The excitement surrounding the Canary XRP ETF, which debuted on Nasdaq last week, has cooled sharply. The fund attracted $138 million in inflows during its launch phase, expanding institutional access to Ripple’s token after a 320% yearly rally. However, recent spot market outflows totaling $68 million suggest traders are locking in profits—mirroring early volatility seen during Bitcoin and Ethereum ETF rollouts.
Technical Breakdown
XRP’s drop below the $2.41 Fibonacci retracement level (38.2% from July–October rally) has invalidated a key ascending triangle pattern, triggering stop-loss cascades and highlighting fragile short-term sentiment.

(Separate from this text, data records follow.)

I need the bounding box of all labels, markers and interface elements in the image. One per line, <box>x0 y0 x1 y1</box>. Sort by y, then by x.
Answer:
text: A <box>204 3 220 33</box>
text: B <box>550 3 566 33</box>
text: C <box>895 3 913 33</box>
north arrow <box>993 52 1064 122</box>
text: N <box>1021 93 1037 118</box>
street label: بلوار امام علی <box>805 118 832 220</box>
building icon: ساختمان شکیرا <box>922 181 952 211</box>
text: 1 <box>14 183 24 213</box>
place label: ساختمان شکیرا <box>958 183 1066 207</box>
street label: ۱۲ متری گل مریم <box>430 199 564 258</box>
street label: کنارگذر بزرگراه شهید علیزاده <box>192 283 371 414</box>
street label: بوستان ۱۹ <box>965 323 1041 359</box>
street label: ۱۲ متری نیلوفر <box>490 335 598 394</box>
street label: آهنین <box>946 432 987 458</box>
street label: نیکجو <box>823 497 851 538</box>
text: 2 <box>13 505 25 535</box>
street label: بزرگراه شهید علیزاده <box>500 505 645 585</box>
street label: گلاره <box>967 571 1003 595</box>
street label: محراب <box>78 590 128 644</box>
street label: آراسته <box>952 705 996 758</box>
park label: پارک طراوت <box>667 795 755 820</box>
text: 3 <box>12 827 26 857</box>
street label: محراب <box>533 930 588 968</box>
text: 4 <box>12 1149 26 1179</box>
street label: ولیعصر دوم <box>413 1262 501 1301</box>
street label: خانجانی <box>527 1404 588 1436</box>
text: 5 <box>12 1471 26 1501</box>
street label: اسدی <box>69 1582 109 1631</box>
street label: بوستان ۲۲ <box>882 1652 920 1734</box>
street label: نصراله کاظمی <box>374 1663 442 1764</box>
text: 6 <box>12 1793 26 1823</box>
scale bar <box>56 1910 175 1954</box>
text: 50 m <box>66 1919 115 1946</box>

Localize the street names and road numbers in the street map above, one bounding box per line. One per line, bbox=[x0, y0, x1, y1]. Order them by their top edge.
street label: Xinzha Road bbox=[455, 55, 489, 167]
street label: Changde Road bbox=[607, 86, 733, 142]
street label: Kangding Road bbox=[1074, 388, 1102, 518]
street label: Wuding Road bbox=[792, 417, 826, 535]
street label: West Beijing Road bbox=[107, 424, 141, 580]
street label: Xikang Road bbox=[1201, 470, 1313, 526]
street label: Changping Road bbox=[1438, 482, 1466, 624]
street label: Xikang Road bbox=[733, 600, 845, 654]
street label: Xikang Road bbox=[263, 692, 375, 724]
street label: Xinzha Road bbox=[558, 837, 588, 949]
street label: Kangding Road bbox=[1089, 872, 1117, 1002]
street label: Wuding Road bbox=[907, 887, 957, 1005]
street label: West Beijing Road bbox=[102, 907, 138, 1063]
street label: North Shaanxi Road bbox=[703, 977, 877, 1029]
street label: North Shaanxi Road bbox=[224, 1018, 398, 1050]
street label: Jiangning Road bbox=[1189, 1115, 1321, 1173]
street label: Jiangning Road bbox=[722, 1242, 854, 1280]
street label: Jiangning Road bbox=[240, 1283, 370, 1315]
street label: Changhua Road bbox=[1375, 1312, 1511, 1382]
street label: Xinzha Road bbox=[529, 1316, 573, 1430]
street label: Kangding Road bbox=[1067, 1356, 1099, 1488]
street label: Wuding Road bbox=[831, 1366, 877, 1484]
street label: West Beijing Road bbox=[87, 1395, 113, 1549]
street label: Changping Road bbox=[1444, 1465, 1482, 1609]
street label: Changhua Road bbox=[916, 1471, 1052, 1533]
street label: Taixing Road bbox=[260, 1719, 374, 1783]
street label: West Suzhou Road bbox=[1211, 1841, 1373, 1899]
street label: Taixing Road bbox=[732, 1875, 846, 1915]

The token now trades near a cluster of short-term moving averages, signaling a potential consolidation phase:
| Indicator | Value |
|---|---|
| 10-day EMA | $2.3994 |
| 20-day EMA | $2.4304 |
| 30-day EMA | $2.4761 |
| 50-day EMA | $2.5607 |
| 200-day SMA | $2.6309 |
Momentum indicators reinforce the cooling outlook: RSI (14) stands at 49.98 (neutral), while MACD (-0.0546) and Momentum (10) (-0.0426) point to fading bullish strength. Trading volume rose 32% to $6.13 billion, with 72% sell-side activity, according to CryptoQuant.
With the Fear & Greed Index now at 31 (Fear) and Bitcoin dominance steady at 59%, altcoins like XRP are facing liquidity pressure. Analysts see $2.30 (50-day EMA) as immediate support, where whale accumulation may help stabilize prices. A rebound above $2.44 (30-day SMA) or $2.50 could restore bullish momentum—especially if ETF inflows recover and Bitcoin maintains strength above $105K.